# xiaoyuzhou-podcast-transcriber

> Downloads Xiaoyuzhou podcasts, transcribes using FunASR, and generates raw, structured, and optimized text files. Invoke when user provides a Xiaoyuzhou episode link.

- Author: 南朋友
- Repository: nanzhipro/QuestSkills
- Version: 20260129155613
- Stars: 0
- Forks: 0
- Last Updated: 2026-02-06
- Source: https://github.com/nanzhipro/QuestSkills
- Web: https://mule.run/skillshub/@@nanzhipro/QuestSkills~xiaoyuzhou-podcast-transcriber:20260129155613

---

---
name: "xiaoyuzhou-podcast-transcriber"
description: "Downloads Xiaoyuzhou podcasts, transcribes using FunASR, and generates raw, structured, and optimized text files. Invoke when user provides a Xiaoyuzhou episode link."
---

# 小宇宙播客转写助手 (Xiaoyuzhou Podcast Transcriber)

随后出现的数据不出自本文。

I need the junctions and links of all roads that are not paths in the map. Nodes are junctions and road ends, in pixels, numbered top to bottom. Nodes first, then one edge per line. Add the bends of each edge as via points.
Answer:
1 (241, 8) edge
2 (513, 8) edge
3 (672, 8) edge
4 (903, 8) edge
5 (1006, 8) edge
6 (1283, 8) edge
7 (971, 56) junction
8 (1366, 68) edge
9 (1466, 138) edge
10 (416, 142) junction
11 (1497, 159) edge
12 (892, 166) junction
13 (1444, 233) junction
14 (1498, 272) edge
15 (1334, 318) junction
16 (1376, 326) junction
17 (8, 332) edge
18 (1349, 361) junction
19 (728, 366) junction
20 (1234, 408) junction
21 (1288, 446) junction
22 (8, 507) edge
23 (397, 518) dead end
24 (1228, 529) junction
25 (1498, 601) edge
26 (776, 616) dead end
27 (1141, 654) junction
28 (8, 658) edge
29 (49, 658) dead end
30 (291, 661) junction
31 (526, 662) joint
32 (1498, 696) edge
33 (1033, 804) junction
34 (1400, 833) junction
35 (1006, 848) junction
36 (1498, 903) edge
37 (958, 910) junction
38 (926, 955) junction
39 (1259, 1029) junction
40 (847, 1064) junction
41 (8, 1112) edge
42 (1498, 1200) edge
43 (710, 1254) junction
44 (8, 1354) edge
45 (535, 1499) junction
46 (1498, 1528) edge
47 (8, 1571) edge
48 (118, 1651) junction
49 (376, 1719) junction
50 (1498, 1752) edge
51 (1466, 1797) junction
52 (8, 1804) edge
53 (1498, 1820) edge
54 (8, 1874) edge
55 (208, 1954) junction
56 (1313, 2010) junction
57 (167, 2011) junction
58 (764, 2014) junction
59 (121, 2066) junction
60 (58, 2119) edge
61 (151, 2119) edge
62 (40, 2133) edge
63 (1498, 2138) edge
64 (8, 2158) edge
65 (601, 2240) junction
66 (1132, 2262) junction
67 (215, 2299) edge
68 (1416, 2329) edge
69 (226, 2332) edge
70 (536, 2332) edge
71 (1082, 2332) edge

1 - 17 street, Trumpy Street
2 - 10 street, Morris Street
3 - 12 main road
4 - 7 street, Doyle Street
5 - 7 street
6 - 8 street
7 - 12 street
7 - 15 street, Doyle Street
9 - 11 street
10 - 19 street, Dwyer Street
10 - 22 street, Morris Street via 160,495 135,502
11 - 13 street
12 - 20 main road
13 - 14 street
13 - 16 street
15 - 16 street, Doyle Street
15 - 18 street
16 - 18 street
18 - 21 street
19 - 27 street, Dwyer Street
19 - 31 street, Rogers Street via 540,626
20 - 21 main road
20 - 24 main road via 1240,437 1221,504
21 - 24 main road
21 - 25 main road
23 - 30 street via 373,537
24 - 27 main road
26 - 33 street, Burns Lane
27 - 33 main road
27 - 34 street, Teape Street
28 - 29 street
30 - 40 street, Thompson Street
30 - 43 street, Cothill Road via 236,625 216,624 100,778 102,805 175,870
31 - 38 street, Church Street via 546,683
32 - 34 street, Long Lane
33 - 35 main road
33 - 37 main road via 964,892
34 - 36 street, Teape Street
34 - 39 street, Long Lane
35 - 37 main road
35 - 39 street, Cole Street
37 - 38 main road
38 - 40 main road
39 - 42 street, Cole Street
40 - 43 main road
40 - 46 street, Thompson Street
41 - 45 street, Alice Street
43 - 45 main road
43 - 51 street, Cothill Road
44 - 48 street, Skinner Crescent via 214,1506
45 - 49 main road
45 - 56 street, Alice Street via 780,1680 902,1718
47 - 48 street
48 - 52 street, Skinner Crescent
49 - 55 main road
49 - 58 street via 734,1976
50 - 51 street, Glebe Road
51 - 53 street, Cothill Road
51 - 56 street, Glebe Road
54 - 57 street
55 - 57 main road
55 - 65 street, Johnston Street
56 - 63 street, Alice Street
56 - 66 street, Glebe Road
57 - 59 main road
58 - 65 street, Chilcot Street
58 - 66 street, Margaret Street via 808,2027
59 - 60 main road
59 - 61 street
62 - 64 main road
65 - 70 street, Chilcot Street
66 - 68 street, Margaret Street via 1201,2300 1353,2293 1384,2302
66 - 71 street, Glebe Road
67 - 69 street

本 Skill 自动化将小宇宙 (Xiaoyuzhou) 播客单集转换为高质量文本归档的流程。

## 核心能力 (Capabilities)

1.  **下载 (Download)**：从小宇宙单集页面提取并下载音频。
2.  **转写 (Transcribe)**：使用本地部署的 Alibaba FunASR (Paraformer) 模型，实现高精度的中文语音识别。
3.  **处理 (Process)**：生成三个层级的文档：
    - `transcript_raw.txt`：逐字逐句的原始文本 (Raw Text)。
    - `podcast_full_structured.md`：保留全文但优化了可读性（包含标题、分段）的结构化文稿。
    - `podcast_optimized.md`：精简、润色后的精华摘要 (Summary) 和 Show Note。

## 前置条件 (Prerequisites)

- **Python 3.8+**
- **FFmpeg** (必须安装并添加到系统 PATH)
- **Internet Connection** (用于下载音频和模型文件)

## 工作流指南 (Workflow Instructions)

请按以下顺序执行任务。

### 第一阶段：准备与下载 (Preparation & Download)

1.  **提取音频 URL (Extract Audio URL)**：
    - 获取提供的小宇宙 (Xiaoyuzhou) 单集页面的 HTML。
    - 查找音频文件 URL（通常是 `mp3`, `m4a` 格式）。特征模式通常包含 `https://media.xyzcdn.net/...`。
    - _提示_：使用 `curl` 获取 HTML 并用 `grep` 提取 URL。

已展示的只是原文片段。